── Dataset records
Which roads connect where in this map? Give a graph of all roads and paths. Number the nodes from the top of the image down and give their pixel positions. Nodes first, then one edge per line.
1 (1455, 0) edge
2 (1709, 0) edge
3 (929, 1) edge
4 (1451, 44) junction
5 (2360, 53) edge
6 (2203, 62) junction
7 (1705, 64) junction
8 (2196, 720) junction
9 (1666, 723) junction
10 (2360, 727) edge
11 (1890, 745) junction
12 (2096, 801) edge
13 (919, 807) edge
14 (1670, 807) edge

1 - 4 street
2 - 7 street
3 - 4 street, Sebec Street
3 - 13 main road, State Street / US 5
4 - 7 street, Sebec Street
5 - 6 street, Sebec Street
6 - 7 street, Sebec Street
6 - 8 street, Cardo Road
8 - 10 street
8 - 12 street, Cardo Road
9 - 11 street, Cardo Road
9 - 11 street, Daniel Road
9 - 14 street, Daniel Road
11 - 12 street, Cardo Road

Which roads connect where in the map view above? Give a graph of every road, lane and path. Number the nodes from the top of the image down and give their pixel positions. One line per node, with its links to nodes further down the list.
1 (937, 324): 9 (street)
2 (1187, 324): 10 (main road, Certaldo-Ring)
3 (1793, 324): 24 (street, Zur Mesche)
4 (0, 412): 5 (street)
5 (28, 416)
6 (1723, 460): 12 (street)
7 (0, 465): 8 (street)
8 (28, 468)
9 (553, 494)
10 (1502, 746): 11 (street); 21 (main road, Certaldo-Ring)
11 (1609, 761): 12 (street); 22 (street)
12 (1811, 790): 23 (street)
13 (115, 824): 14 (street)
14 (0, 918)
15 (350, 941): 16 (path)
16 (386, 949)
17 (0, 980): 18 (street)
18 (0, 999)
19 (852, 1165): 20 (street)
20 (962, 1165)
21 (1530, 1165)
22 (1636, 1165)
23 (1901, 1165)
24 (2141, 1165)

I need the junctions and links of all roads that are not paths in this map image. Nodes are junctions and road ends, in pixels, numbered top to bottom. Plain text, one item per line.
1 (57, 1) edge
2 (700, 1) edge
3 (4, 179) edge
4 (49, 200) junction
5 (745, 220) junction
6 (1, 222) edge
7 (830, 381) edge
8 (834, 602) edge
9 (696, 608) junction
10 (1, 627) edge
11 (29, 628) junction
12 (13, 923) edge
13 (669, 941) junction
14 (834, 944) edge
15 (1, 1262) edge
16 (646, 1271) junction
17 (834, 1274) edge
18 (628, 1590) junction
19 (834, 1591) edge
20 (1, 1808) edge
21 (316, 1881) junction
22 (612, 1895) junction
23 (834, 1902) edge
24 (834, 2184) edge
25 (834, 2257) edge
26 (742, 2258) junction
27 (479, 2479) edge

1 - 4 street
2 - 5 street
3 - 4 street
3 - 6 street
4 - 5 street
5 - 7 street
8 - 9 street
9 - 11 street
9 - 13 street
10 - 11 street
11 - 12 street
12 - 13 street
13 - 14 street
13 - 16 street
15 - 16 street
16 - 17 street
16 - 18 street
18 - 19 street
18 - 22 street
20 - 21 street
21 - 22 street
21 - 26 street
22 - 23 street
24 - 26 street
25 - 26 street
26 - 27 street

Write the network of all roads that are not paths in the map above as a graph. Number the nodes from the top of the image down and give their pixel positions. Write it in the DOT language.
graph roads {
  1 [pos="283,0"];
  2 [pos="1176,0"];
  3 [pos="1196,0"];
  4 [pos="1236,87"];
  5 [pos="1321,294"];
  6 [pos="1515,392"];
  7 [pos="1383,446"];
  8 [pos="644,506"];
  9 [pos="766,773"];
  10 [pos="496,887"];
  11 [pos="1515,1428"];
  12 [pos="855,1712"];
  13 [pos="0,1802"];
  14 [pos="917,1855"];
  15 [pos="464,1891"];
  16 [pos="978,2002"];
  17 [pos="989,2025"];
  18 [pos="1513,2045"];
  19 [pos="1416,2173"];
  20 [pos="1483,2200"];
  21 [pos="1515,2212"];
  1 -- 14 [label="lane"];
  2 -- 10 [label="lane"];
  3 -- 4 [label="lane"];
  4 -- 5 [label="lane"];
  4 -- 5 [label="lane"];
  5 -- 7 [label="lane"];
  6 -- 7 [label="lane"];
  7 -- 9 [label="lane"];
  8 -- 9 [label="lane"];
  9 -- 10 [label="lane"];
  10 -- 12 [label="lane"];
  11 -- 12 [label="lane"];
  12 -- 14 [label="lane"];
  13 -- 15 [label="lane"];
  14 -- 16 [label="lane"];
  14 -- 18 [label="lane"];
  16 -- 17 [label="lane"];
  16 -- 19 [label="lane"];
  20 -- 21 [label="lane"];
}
────
> _What to produce_
Repeat every entry exactly. Nothing may be dropped.

> _Finished exercise_
Which roads connect where in this map? Give a graph of all roads and paths. Number the nodes from the top of the image down and give their pixel positions. Nodes first, then one edge per line.
1 (1455, 0) edge
2 (1709, 0) edge
3 (929, 1) edge
4 (1451, 44) junction
5 (2360, 53) edge
6 (2203, 62) junction
7 (1705, 64) junction
8 (2196, 720) junction
9 (1666, 723) junction
10 (2360, 727) edge
11 (1890, 745) junction
12 (2096, 801) edge
13 (919, 807) edge
14 (1670, 807) edge

1 - 4 street
2 - 7 street
3 - 4 street, Sebec Street
3 - 13 main road, State Street / US 5
4 - 7 street, Sebec Street
5 - 6 street, Sebec Street
6 - 7 street, Sebec Street
6 - 8 street, Cardo Road
8 - 10 street
8 - 12 street, Cardo Road
9 - 11 street, Cardo Road
9 - 11 street, Daniel Road
9 - 14 street, Daniel Road
11 - 12 street, Cardo Road

Which roads connect where in the map view above? Give a graph of every road, lane and path. Number the nodes from the top of the image down and give their pixel positions. One line per node, with its links to nodes further down the list.
1 (937, 324): 9 (street)
2 (1187, 324): 10 (main road, Certaldo-Ring)
3 (1793, 324): 24 (street, Zur Mesche)
4 (0, 412): 5 (street)
5 (28, 416)
6 (1723, 460): 12 (street)
7 (0, 465): 8 (street)
8 (28, 468)
9 (553, 494)
10 (1502, 746): 11 (street); 21 (main road, Certaldo-Ring)
11 (1609, 761): 12 (street); 22 (street)
12 (1811, 790): 23 (street)
13 (115, 824): 14 (street)
14 (0, 918)
15 (350, 941): 16 (path)
16 (386, 949)
17 (0, 980): 18 (street)
18 (0, 999)
19 (852, 1165): 20 (street)
20 (962, 1165)
21 (1530, 1165)
22 (1636, 1165)
23 (1901, 1165)
24 (2141, 1165)

I need the junctions and links of all roads that are not paths in this map image. Nodes are junctions and road ends, in pixels, numbered top to bottom. Plain text, one item per line.
1 (57, 1) edge
2 (700, 1) edge
3 (4, 179) edge
4 (49, 200) junction
5 (745, 220) junction
6 (1, 222) edge
7 (830, 381) edge
8 (834, 602) edge
9 (696, 608) junction
10 (1, 627) edge
11 (29, 628) junction
12 (13, 923) edge
13 (669, 941) junction
14 (834, 944) edge
15 (1, 1262) edge
16 (646, 1271) junction
17 (834, 1274) edge
18 (628, 1590) junction
19 (834, 1591) edge
20 (1, 1808) edge
21 (316, 1881) junction
22 (612, 1895) junction
23 (834, 1902) edge
24 (834, 2184) edge
25 (834, 2257) edge
26 (742, 2258) junction
27 (479, 2479) edge

1 - 4 street
2 - 5 street
3 - 4 street
3 - 6 street
4 - 5 street
5 - 7 street
8 - 9 street
9 - 11 street
9 - 13 street
10 - 11 street
11 - 12 street
12 - 13 street
13 - 14 street
13 - 16 street
15 - 16 street
16 - 17 street
16 - 18 street
18 - 19 street
18 - 22 street
20 - 21 street
21 - 22 street
21 - 26 street
22 - 23 street
24 - 26 street
25 - 26 street
26 - 27 street

Write the network of all roads that are not paths in the map above as a graph. Number the nodes from the top of the image down and give their pixel positions. Write it in the DOT language.
graph roads {
  1 [pos="283,0"];
  2 [pos="1176,0"];
  3 [pos="1196,0"];
  4 [pos="1236,87"];
  5 [pos="1321,294"];
  6 [pos="1515,392"];
  7 [pos="1383,446"];
  8 [pos="644,506"];
  9 [pos="766,773"];
  10 [pos="496,887"];
  11 [pos="1515,1428"];
  12 [pos="855,1712"];
  13 [pos="0,1802"];
  14 [pos="917,1855"];
  15 [pos="464,1891"];
  16 [pos="978,2002"];
  17 [pos="989,2025"];
  18 [pos="1513,2045"];
  19 [pos="1416,2173"];
  20 [pos="1483,2200"];
  21 [pos="1515,2212"];
  1 -- 14 [label="lane"];
  2 -- 10 [label="lane"];
  3 -- 4 [label="lane"];
  4 -- 5 [label="lane"];
  4 -- 5 [label="lane"];
  5 -- 7 [label="lane"];
  6 -- 7 [label="lane"];
  7 -- 9 [label="lane"];
  8 -- 9 [label="lane"];
  9 -- 10 [label="lane"];
  10 -- 12 [label="lane"];
  11 -- 12 [label="lane"];
  12 -- 14 [label="lane"];
  13 -- 15 [label="lane"];
  14 -- 16 [label="lane"];
  14 -- 18 [label="lane"];
  16 -- 17 [label="lane"];
  16 -- 19 [label="lane"];
  20 -- 21 [label="lane"];
}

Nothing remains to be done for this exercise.